Material to process:
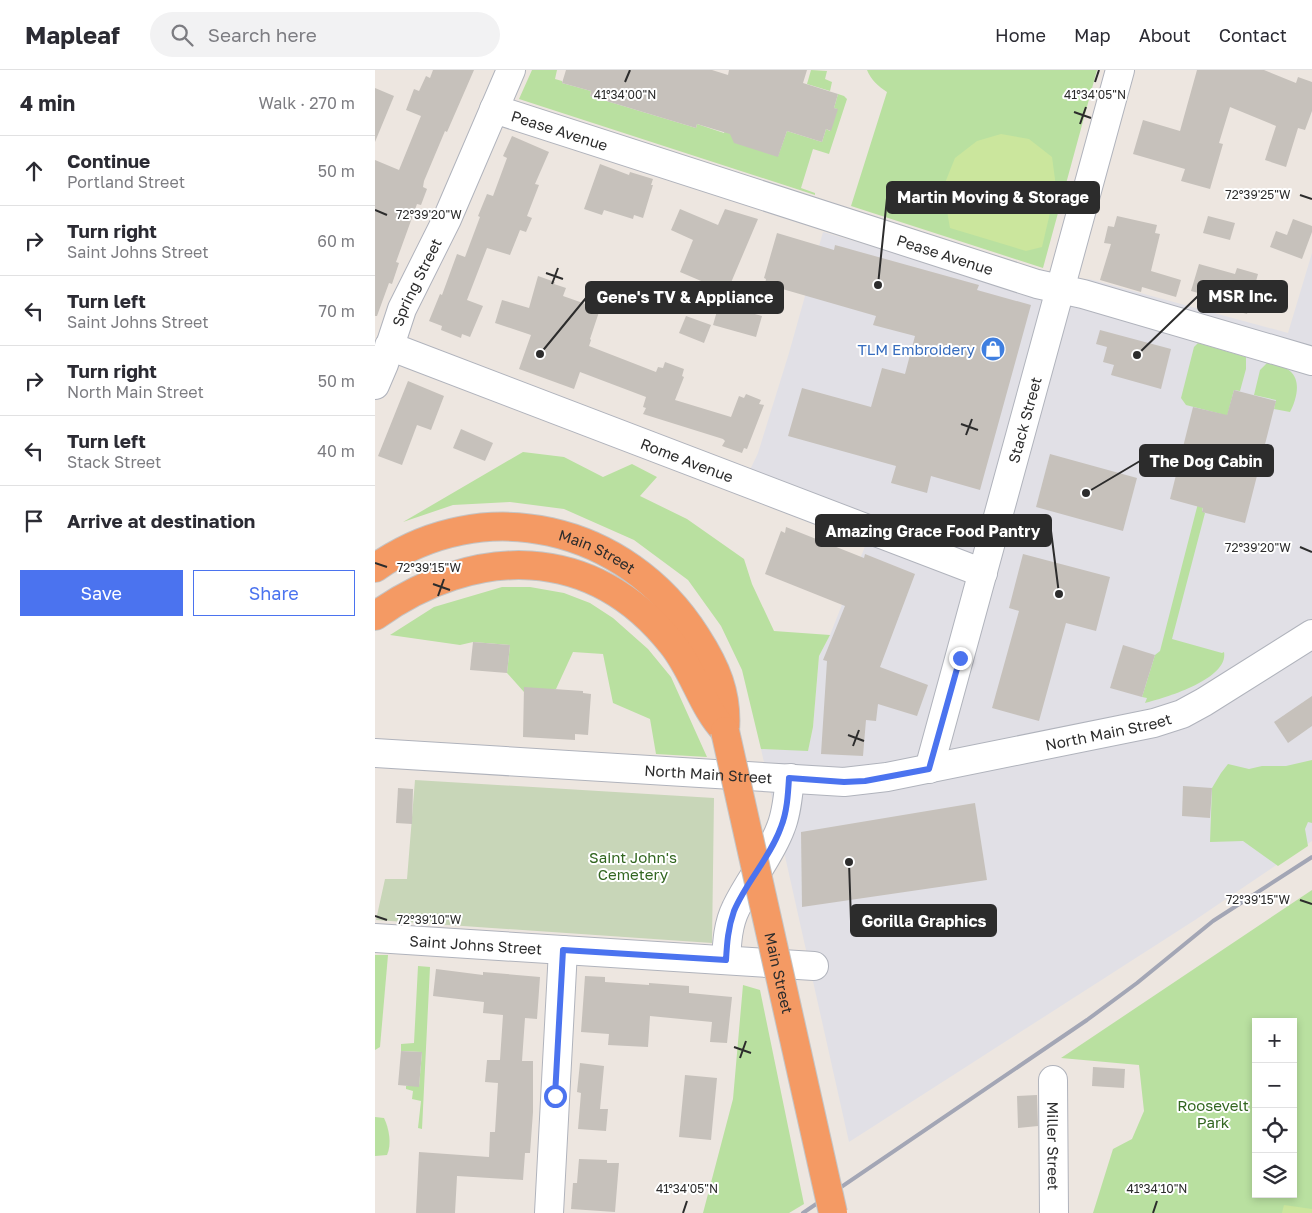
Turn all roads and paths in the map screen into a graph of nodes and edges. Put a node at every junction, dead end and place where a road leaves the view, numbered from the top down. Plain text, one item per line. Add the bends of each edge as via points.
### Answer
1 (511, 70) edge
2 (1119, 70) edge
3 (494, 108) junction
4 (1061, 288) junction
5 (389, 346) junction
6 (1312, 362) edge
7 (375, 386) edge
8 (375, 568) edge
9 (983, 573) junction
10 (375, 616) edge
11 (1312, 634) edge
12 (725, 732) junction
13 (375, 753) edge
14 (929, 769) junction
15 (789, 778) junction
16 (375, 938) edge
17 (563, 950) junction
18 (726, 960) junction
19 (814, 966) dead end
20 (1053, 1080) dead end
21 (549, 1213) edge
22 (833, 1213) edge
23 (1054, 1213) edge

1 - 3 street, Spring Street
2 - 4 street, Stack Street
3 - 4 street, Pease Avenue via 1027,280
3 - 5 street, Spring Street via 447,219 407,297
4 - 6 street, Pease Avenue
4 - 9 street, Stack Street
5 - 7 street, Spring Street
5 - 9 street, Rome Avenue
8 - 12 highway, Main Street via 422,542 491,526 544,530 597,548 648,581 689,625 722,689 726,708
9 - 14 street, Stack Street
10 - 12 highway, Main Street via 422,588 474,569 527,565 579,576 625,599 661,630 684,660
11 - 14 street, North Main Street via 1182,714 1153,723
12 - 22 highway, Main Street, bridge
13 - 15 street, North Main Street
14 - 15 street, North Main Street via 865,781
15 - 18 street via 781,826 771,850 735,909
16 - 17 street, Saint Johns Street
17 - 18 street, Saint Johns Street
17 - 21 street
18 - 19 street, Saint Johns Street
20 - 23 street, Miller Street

Exercise requirements:
Please set down every line of the listing verbatim, excluding its pictures.

Task output:
Turn all roads and paths in the map screen into a graph of nodes and edges. Put a node at every junction, dead end and place where a road leaves the view, numbered from the top down. Plain text, one item per line. Add the bends of each edge as via points.
### Answer
1 (511, 70) edge
2 (1119, 70) edge
3 (494, 108) junction
4 (1061, 288) junction
5 (389, 346) junction
6 (1312, 362) edge
7 (375, 386) edge
8 (375, 568) edge
9 (983, 573) junction
10 (375, 616) edge
11 (1312, 634) edge
12 (725, 732) junction
13 (375, 753) edge
14 (929, 769) junction
15 (789, 778) junction
16 (375, 938) edge
17 (563, 950) junction
18 (726, 960) junction
19 (814, 966) dead end
20 (1053, 1080) dead end
21 (549, 1213) edge
22 (833, 1213) edge
23 (1054, 1213) edge

1 - 3 street, Spring Street
2 - 4 street, Stack Street
3 - 4 street, Pease Avenue via 1027,280
3 - 5 street, Spring Street via 447,219 407,297
4 - 6 street, Pease Avenue
4 - 9 street, Stack Street
5 - 7 street, Spring Street
5 - 9 street, Rome Avenue
8 - 12 highway, Main Street via 422,542 491,526 544,530 597,548 648,581 689,625 722,689 726,708
9 - 14 street, Stack Street
10 - 12 highway, Main Street via 422,588 474,569 527,565 579,576 625,599 661,630 684,660
11 - 14 street, North Main Street via 1182,714 1153,723
12 - 22 highway, Main Street, bridge
13 - 15 street, North Main Street
14 - 15 street, North Main Street via 865,781
15 - 18 street via 781,826 771,850 735,909
16 - 17 street, Saint Johns Street
17 - 18 street, Saint Johns Street
17 - 21 street
18 - 19 street, Saint Johns Street
20 - 23 street, Miller Street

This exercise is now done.